Thai Senate ducks call to pick unelected PM
Thai anti-government protesters wave national flags as they rally outside the parliament in Bangkok, on May 16, 2014 - by Pornchai Kittiwongsakul
The dismissal of prime minister Yingluck Shinawatra last week in a controversial court ruling has sent tensions soaring in the kingdom, which has endured years of political turmoil.
Her "Red Shirt" supporters have warned of the threat of civil war if power is handed to an unelected leader, as demanded by the opposition.
Anti-government protesters had urged the upper house of parliament, the Senate, to invoke a vaguely worded clause in the constitution to remove the government and appoint a new premier.
Critics say such a move has no legal basis.
After several days of talks among some, mostly unelected members of the upper house, acting Senate speaker Surachai Liangboonlertchai on Friday unveiled his hotly-anticipated "roadmap" out of the crisis.
But it stopped short of proposing an unelected interim premier, and instead made a general call for all parties to come together to help solve the crisis.

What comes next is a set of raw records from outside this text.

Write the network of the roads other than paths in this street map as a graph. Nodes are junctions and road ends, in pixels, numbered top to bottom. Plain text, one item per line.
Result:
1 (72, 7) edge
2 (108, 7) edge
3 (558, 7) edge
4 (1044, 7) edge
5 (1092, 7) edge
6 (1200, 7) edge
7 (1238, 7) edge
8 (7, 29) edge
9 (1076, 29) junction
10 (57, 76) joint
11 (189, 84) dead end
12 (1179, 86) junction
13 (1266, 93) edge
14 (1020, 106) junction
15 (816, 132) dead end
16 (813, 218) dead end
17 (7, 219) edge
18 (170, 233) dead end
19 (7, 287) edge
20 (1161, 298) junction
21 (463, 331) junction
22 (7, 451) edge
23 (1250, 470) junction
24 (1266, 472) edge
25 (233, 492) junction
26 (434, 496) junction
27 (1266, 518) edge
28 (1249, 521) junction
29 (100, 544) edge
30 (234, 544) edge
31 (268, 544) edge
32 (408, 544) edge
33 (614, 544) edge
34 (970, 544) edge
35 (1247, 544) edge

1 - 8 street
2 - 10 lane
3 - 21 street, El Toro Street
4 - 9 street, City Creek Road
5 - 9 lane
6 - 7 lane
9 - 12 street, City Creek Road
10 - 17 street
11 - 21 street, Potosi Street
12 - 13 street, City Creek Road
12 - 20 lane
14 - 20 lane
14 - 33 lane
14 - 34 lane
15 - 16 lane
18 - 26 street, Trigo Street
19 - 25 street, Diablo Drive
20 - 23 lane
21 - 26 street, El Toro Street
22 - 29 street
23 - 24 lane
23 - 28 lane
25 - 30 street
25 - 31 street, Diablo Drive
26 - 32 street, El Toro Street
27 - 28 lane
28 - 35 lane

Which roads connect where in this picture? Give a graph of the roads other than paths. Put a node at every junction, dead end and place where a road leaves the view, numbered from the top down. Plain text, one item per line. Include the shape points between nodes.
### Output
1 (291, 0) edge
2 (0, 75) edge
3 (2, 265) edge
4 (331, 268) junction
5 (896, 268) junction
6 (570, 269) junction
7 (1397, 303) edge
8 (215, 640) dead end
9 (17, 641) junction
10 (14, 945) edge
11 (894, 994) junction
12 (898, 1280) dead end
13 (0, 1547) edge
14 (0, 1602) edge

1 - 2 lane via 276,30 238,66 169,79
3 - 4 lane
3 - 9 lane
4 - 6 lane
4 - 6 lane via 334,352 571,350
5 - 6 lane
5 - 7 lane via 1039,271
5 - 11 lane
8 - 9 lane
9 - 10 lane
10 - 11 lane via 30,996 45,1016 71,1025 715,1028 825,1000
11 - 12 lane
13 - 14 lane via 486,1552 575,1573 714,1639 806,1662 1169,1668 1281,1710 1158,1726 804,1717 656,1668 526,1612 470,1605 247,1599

Surachai did, however, hint that the Senate might intervene in the future, saying that if necessary it would hold a special meeting "in order to have a prime minister under the constitution" and in line with democratic and international standards.
A frustrated protest leader Suthep Thaugsuban called for leaders of the anti-government movement to gather on Saturday to discuss their next move, saying the Senate "has no guts".
The protesters refuse to back new elections without vaguely-defined reforms first to tackle alleged corruption and curb the long-standing political dominance of Yingluck's billionaire family.
The demonstrators appear to be running out of options after six months of civil disobedience that has failed to unseat the government.
The Red Shirts welcomed the acting Senate speaker's remarks as a sign that the anti-government push is failing.
"The Senate does not hold any hope for Suthep anymore," one of their leaders, Nattawut Saikuar, told Red Shirts who have been massed on the outskirts of Bangkok since last weekend.
He said that the opposition's only hope now for toppling the government was to provoke a coup.
A grenade and gun attack on anti-government protesters in Bangkok on Thursday that left three people dead has added to fears that the unrest could spiral, with the coup-prone military warning that it might have to intervene to quell the violence.
The deaths took the toll from six months of unrest to 28, with hundreds of others wounded in attacks mostly targeting opposition protesters.
The Election Commission said Thursday that a vote scheduled for July 20 was "no longer possible" as polls could not be held without the support of the protesters.
An election held in February was annulled after demonstrators blocked voting.